For the retrospective study, researchers used the National Cancer Institute Surveillance, Epidemiology, and End Results (SEER)-Medicare linked claims database to analyze costs related to diagnosis and work-up, treatment, follow-up, and side-effect management for nearly 50,000 men 70 years of age or older who were diagnosed with prostate cancer between 2004 and 2007. They estimated the cost of diagnosing and treating men for three years after diagnosis because that’s a typical time frame for patients to receive treatment in.

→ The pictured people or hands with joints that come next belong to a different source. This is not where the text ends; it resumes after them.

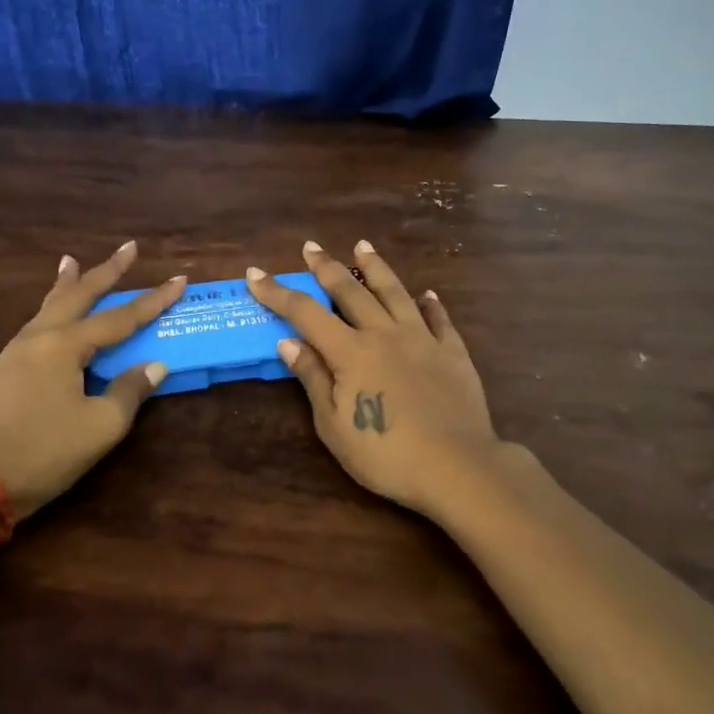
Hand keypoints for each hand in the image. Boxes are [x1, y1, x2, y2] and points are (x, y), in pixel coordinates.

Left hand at [0, 242, 185, 518]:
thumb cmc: (44, 452)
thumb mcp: (100, 427)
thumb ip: (130, 391)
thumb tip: (155, 366)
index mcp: (65, 345)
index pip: (120, 317)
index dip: (153, 300)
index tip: (179, 279)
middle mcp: (39, 337)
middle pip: (78, 294)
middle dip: (106, 270)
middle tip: (129, 247)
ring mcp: (16, 351)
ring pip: (50, 305)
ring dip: (69, 283)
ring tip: (72, 261)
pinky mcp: (4, 369)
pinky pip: (37, 323)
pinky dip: (51, 306)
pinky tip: (52, 312)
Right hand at [245, 241, 503, 517]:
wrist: (457, 466)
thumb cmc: (386, 454)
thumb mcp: (334, 425)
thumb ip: (313, 378)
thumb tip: (288, 341)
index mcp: (350, 351)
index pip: (305, 312)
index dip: (278, 292)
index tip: (255, 273)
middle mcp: (384, 333)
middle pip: (351, 291)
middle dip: (326, 267)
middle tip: (311, 246)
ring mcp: (422, 339)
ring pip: (395, 292)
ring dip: (376, 267)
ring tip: (363, 246)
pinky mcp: (452, 352)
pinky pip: (439, 319)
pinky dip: (430, 304)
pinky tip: (427, 295)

They found that for men diagnosed in each year, the total three-year cost was $1.2 billion. For men diagnosed in 2004, for example, their estimated cost to Medicare would be $1.2 billion across three years. The median per-patient cost within three years after prostate cancer diagnosis was $14,453, with treatment costs accounting for 73 percent of that total. The researchers estimated a cost savings of $320 million per year for Medicare if patients who have a Gleason score of 6 choose active surveillance.
“Studies indicate that we are testing for prostate cancer in people for whom the potential harms outweigh the potential benefits, and then we are treating – actually over treating – people for a cancer that may have little to no impact on their life expectancy,” Chen said. “Not following guidelines could be putting people’s health at risk, and it is costing the U.S. health care system a lot of money. It would make more sense to put these resources into other areas that could do more good for patients.”
Researchers write in the study that foregoing aggressive treatment of low-risk prostate cancer in older patients, especially those with other health issues, could prevent harm due to treatment-related side effects, while also providing a savings to Medicare. They suggest that screening men with at least a 10-year life expectancy, and selectively treating those with more aggressive cancer may be one approach to eliminate unnecessary spending while maximizing patient outcomes.
In addition to Chen and Trogdon, other authors include Aaron D. Falchook, Ramsankar Basak, and William R. Carpenter.